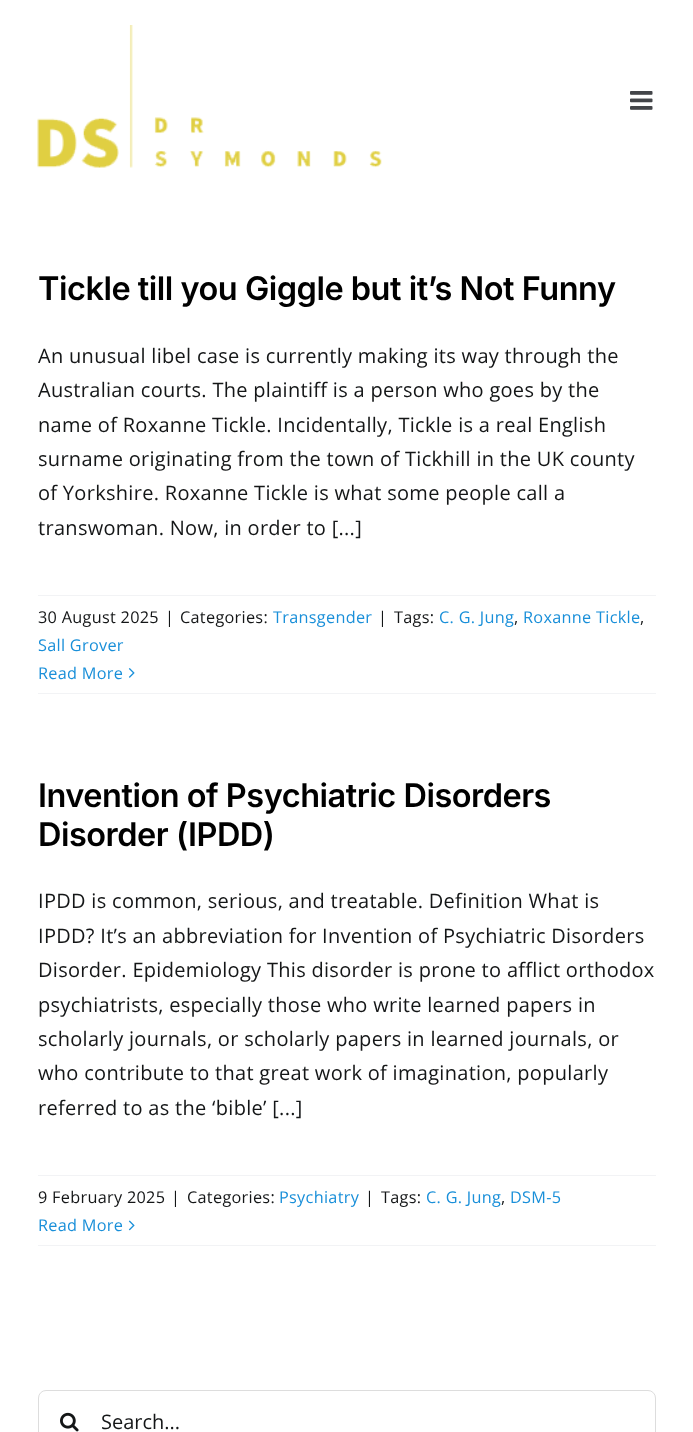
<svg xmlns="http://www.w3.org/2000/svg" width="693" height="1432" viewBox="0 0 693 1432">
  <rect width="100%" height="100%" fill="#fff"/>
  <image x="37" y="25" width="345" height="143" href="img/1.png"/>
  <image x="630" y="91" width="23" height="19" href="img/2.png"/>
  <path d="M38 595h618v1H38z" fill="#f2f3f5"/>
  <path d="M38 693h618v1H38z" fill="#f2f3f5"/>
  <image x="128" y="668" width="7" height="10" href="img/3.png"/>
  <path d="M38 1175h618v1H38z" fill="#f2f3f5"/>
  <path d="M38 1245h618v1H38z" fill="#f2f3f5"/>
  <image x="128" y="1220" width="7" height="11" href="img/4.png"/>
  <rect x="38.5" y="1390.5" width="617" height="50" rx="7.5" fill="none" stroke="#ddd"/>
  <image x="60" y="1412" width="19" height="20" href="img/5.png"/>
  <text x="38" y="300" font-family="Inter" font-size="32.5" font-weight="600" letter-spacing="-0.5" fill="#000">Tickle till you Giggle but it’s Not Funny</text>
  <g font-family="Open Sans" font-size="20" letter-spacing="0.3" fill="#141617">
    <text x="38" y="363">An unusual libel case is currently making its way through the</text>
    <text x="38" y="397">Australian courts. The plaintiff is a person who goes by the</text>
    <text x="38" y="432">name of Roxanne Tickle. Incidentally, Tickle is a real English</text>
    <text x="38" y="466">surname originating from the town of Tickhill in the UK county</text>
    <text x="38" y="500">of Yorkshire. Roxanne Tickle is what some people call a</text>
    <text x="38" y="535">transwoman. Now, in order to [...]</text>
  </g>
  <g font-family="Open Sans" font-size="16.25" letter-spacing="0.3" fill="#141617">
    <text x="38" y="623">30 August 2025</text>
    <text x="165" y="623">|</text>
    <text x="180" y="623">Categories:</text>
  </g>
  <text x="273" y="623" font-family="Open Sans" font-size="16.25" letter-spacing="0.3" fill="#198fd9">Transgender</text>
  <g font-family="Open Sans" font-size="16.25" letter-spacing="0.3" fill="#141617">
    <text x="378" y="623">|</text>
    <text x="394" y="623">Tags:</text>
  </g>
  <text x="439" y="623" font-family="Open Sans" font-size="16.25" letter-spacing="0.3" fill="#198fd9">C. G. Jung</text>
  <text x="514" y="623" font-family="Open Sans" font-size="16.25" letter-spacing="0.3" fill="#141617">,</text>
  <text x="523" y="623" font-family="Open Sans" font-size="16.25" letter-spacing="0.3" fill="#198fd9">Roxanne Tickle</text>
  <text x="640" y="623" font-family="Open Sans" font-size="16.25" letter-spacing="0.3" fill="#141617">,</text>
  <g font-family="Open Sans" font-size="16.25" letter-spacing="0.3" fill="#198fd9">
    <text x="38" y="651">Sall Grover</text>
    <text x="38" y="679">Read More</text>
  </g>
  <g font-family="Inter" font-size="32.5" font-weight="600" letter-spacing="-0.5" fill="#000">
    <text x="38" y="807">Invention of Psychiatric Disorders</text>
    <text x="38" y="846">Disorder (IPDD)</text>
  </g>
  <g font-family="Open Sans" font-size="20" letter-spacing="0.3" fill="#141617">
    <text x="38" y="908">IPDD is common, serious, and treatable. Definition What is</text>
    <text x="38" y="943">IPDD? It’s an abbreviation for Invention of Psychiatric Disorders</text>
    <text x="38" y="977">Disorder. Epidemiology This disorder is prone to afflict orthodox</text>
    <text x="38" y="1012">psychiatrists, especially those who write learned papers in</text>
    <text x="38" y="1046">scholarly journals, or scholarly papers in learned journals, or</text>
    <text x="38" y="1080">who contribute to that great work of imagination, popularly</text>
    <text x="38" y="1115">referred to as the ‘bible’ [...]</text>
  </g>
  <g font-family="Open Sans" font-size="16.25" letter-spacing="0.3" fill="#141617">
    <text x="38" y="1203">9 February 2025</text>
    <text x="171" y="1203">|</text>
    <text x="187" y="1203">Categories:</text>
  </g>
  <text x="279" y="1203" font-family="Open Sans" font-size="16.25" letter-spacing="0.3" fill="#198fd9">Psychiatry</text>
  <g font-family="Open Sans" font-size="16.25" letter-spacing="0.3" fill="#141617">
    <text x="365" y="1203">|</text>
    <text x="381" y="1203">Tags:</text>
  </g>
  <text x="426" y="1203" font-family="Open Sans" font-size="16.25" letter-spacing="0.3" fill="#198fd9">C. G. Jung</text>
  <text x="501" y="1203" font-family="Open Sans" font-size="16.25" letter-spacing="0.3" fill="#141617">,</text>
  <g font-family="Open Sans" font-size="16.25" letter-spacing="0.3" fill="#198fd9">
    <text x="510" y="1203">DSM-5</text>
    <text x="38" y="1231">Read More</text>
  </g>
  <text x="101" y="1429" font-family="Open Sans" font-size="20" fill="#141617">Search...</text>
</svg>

---*---

PROBLEM
Across the entries, state how many lines contain "Categories", giving the number only.

RESPONSE TO THIS EXERCISE
2